One suspects that conductor Tellez may have studied the Kent
Nagano-led reading, but she was no mere copycat. Wednesday's
performance benefited from an infusion of her own ideas
about this novel work.
Adams
was inspired initially by his love for Handel's Messiah. And
part of the musical and structural way, he followed Handel's
path, retelling the story of the Nativity, though with music
of a contemporary idiom rather than early 18th century
Baroque. El Niño offers additional elements, however, those
that tend to transfer emphasis at least somewhat from the
centrality of Jesus to that of Mary.
The
miracle of birth becomes a substantive factor. So does a
female perspective. These come verbally from poetry by
Hispanic women, the likes of Rosario Castellanos, Sor Juana
Ines de la Cruz and Gabriela Mistral. They come from the
Gnostic Gospels, the Apocrypha, the old writings of early
Christianity left out of the Bible. They come from the
Wakefield Mystery Plays. They come also from a composer who
chose and pieced and then shaped music around and for these
words of love and life and danger and burden and ultimate
triumph.
The
oratorio contains some bloat, stretching as it does across
two hours. There are occasional sections of cuttable
languor. But
Adams' inventive mind, compositional expertise, and apparent
belief in the project keep most of El Niño fascinating, full
of surprises and satisfactions. The details — whether in the
form of percussive effects or dramatic shifts in choral
inquiry — elevate the overall impression after the final
notes have faded away. Just as the verbal material covers a
wide range of thoughts and religious history, so
Adams' music offers an amazing blend of expositions and
extensions, designed not only to imprint a given moment on
the listener but to leave him or her in a dream cosmos that
lingers. The arts will do that when they're conceived by a
master's imagination. El Niño obviously has.
One
cannot praise Wednesday's performers enough. The musicians
in the symphony seemed to have caught the spirit and played
with appropriate fervor. The choristers — members of the IU
Contemporary Vocal Ensemble and Concert Choir — displayed
flexibility and sheen. The
Debra Shearer-trained Children's Choir joined in at oratorio's end to
exemplify an enveloping innocence and to complete Adam's
canvas on an upbeat, this through the telling and the
singing of a parable that has El Niño, The Child, the boy
Jesus, bending a palm so that his mother can still her
hunger with the fruit of the tree.
The
three countertenors added beauteous texture to words of
pregnant import from the Bible and other sources. Soprano
Su-hyoun Kim, to whom was given the role of Mary, and mezzo
Hannah Penn, the interpreter of most of the scored Spanish
poetry, were superb, not for a moment holding back the vocal
resources at their command. Bass-baritone Robert Samels —
whether in narrative mode or as a scheming Herod — was a
standout, deserving, as were they all, of the cheers and
vociferous applause that came at the conclusions.
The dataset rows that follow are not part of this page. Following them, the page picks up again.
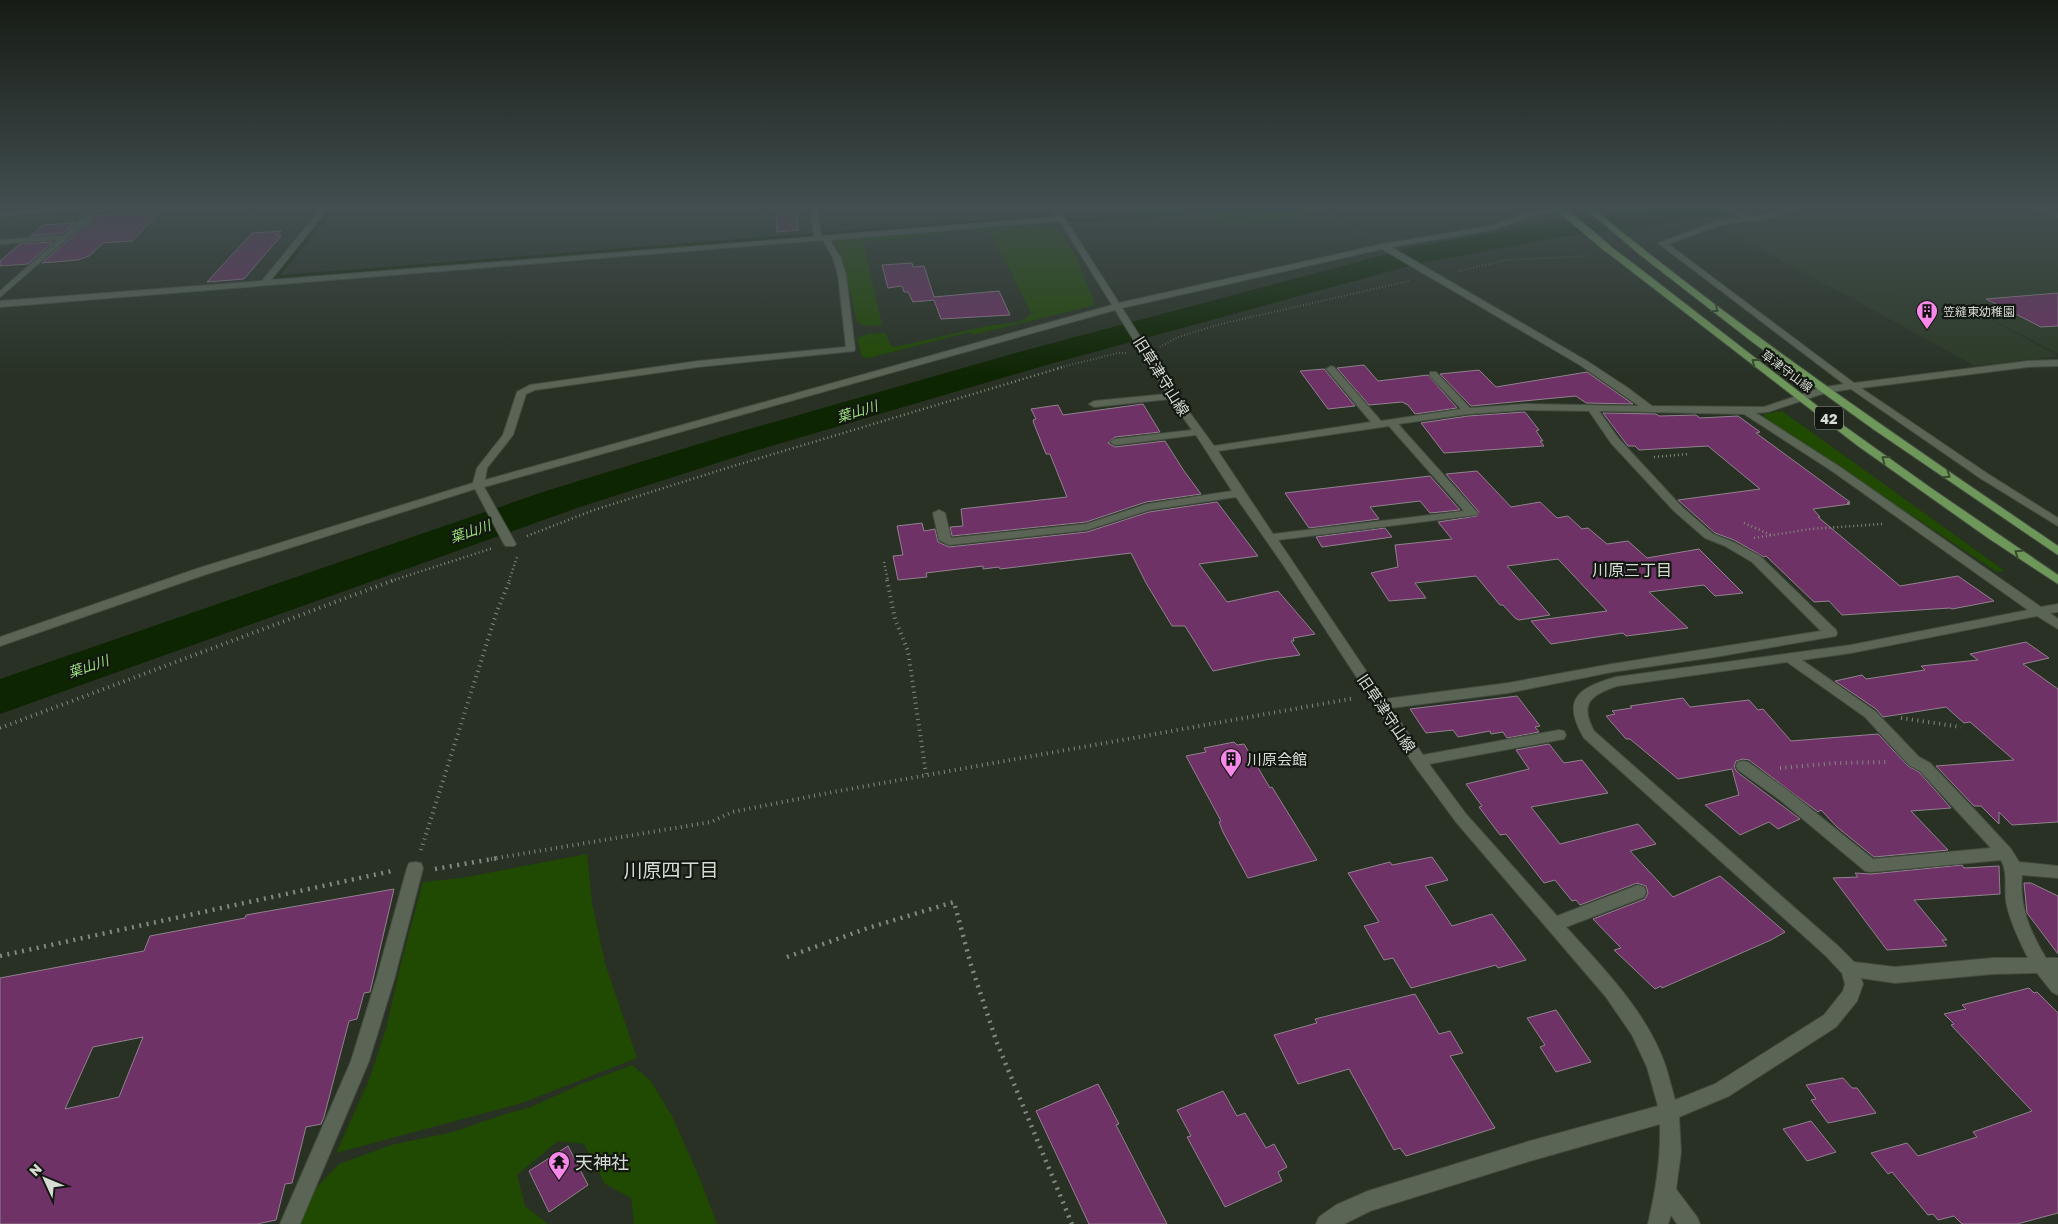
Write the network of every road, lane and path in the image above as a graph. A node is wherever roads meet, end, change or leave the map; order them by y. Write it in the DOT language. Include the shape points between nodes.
graph roads {
  1 [pos="36,263"];
  2 [pos="280,263"];
  3 [pos="504,263"];
  4 [pos="839,263"];
  5 [pos="1091,263"];
  6 [pos="1309,263"];
  7 [pos="1415,263"];
  8 [pos="1489,263"];
  9 [pos="1627,263"];
  10 [pos="1655,263"];
  11 [pos="1689,263"];
  12 [pos="1441,277"];
  13 [pos="265,282"];
  14 [pos="0,295"];
  15 [pos="0,304"];
  16 [pos="1119,307"];
  17 [pos="1146,350"];
  18 [pos="2058,363"];
  19 [pos="1331,369"];
  20 [pos="1433,374"];
  21 [pos="1852,386"];
  22 [pos="1823,390"];
  23 [pos="1173,396"];
  24 [pos="1801,398"];
  25 [pos="1094,404"];
  26 [pos="1592,408"];
  27 [pos="1650,410"];
  28 [pos="1468,411"];
  29 [pos="1746,411"];
  30 [pos="1391,422"];
  31 [pos="1378,424"];
  32 [pos="1199,432"];
  33 [pos="1115,442"];
  34 [pos="1212,449"];
  35 [pos="1689,454"];
  36 [pos="1631,459"];
  37 [pos="478,487"];
  38 [pos="1239,493"];
  39 [pos="938,513"];
  40 [pos="1909,520"];
  41 [pos="1744,523"];
  42 [pos="2058,523"];
  43 [pos="1772,535"];
  44 [pos="1270,538"];
  45 [pos="509,541"];
  46 [pos="1729,544"];
  47 [pos="2058,551"];
  48 [pos="884,562"];
  49 [pos="2058,580"];
  50 [pos="2058,608"];
  51 [pos="2038,610"];
  52 [pos="2058,625"];
  53 [pos="0,642"];
  54 [pos="1790,658"];
  55 [pos="1377,699"];
  56 [pos="1870,714"];
  57 [pos="1961,727"];
  58 [pos="0,728"];
  59 [pos="1559,735"];
  60 [pos="1419,761"];
  61 [pos="1914,761"];
  62 [pos="1749,770"];
  63 [pos="926,774"];
  64 [pos="2005,853"];
  65 [pos="415,868"];
  66 [pos="2014,868"];
  67 [pos="2058,872"];
  68 [pos="1638,892"];
  69 [pos="1553,925"];
  70 [pos="0,956"];
  71 [pos="787,958"];
  72 [pos="2050,964"];
  73 [pos="1849,969"];
  74 [pos="2058,987"];
  75 [pos="1668,1112"];
  76 [pos="1666,1192"];
  77 [pos="290,1224"];
  78 [pos="1072,1224"];
  79 [pos="1326,1224"];
  80 [pos="1658,1224"];
  81 [pos="1690,1224"];
  1 -- 14 [label="street"];
  2 -- 13 [label="street"];
  3 -- 13 [label="street"];
  4 -- 37 [label="street" via="851,349 698,364 533,387 522,392 508,435 482,468"];
  5 -- 16 [label="street, 旧草津守山線"];
  6 -- 16 [label="street"];
  7 -- 12 [label="street"];
  8 -- 12 [label="path"];
  24 -- 9 [label="main road, 草津守山線 / 42, one-way, bridge"];
  10 -- 22 [label="main road, 草津守山線 / 42, one-way"];
  11 -- 21 [label="street"];
  12 -- 17 [label="path" via="1409,281 1220,324"];
  12 -- 27 [label="street" via="1591,367"];
  13 -- 15 [label="street"];
  16 -- 17 [label="street, 旧草津守山線"];
  16 -- 37 [label="street"];
  17 -- 23 [label="street, 旧草津守山線"];
  17 -- 45 [label="path" via="1118,353 898,415 594,510"];
  18 -- 21 [label="street"];
  19 -- 31 [label="street"];
  20 -- 28 [label="street"];
  21 -- 22 [label="street"];
  21 -- 42 [label="street"];
  22 -- 24 [label="street"];
  22 -- 47 [label="main road, 草津守山線 / 42, one-way"];
  23 -- 25 [label="street"];
  23 -- 32 [label="street, 旧草津守山線"];
  24 -- 29 [label="street" via="1765,410"];
  49 -- 24 [label="main road, 草津守山線 / 42, one-way"];
  26 -- 27 [label="street"];
  26 -- 28 [label="street" via="1525,407"];
  26 -- 36 [label="street"];
  27 -- 29 [label="street"];
  28 -- 30 [label="street"];
  29 -- 40 [label="street"];
  30 -- 31 [label="street"];
  30 -- 44 [label="street" via="1472,513"];
  31 -- 34 [label="street"];
  32 -- 33 [label="street"];
  32 -- 34 [label="street, 旧草津守山線"];
  34 -- 38 [label="street, 旧草津守山線"];
  35 -- 36 [label="path"];
  36 -- 46 [label="street" via="1697,527"];
  37 -- 45 [label="street"];
  37 -- 53 [label="street" via="275,548"];
  38 -- 39 [label="street" via="1147,507 1087,527 949,542 945,540"];
  38 -- 44 [label="street, 旧草津守山線"];
  40 -- 43 [label="path"];
  40 -- 51 [label="street"];
  41 -- 43 [label="path"];
  43 -- 46 [label="path"];
  44 -- 55 [label="street, 旧草津守山線"];
  45 -- 58 [label="path" via="412,573"];
  45 -- 65 [label="path" via="518,554"];
  46 -- 55 [label="street" via="1756,559 1832,632 1508,688"];
  48 -- 63 [label="path" via="895,619 908,651"];
  50 -- 51 [label="street"];
  51 -- 52 [label="street"];
  51 -- 54 [label="street" via="1920,636"];
  54 -- 56 [label="street"];
  54 -- 73 [label="street" via="1594,688 1580,705 1580,719 1589,734 1812,932"];
  55 -- 60 [label="street, 旧草津守山線"];
  55 -- 63 [label="path"];
  56 -- 57 [label="path"];
  56 -- 61 [label="street"];
  59 -- 60 [label="street"];
  60 -- 69 [label="street, 旧草津守山線" via="1461,818"];
  61 -- 62 [label="path"];
  61 -- 64 [label="street" via="1925,766"];
  62 -- 64 [label="street" via="1871,866"];
  63 -- 65 [label="path" via="732,812 711,822 440,870"];
  64 -- 66 [label="street"];
  65 -- 70 [label="path" via="365,876"];
  65 -- 77 [label="street" via="360,1061"];
  66 -- 67 [label="street"];
  66 -- 72 [label="street" via="2013,897 2023,931"];
  68 -- 69 [label="street"];
  69 -- 75 [label="street, 旧草津守山線" via="1612,991 1638,1029 1656,1066"];
  71 -- 78 [label="path" via="868,928 954,902 997,1043"];
  72 -- 73 [label="street" via="1895,975"];
  72 -- 74 [label="street" via="2049,978"];
  73 -- 75 [label="street" via="1854,984 1851,995 1830,1021 1722,1090"];
  75 -- 76 [label="street, 旧草津守山線" via="1670,1152"];
  75 -- 79 [label="street" via="1368,1201"];
  76 -- 80 [label="street, 旧草津守山線"];
  76 -- 81 [label="street"];
}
Supertitles supplied by the San Francisco Symphony,
commissioner of the oratorio, provided all the words,
whether in English, Spanish or occasional Latin. Michael
Schwandt's lighting underscored content, whether in the
virginal blue that accompanied El Niño's opening ("I sing of
a maiden, a matchless maiden, King of all kings for her son
she's taken") or the blood red meant to symbolize the
slaying of babies ordered by Herod in a failed effort to rid
the land of a king seen as competition. Effective touches,
all.
A major
event. A definite highlight of the season.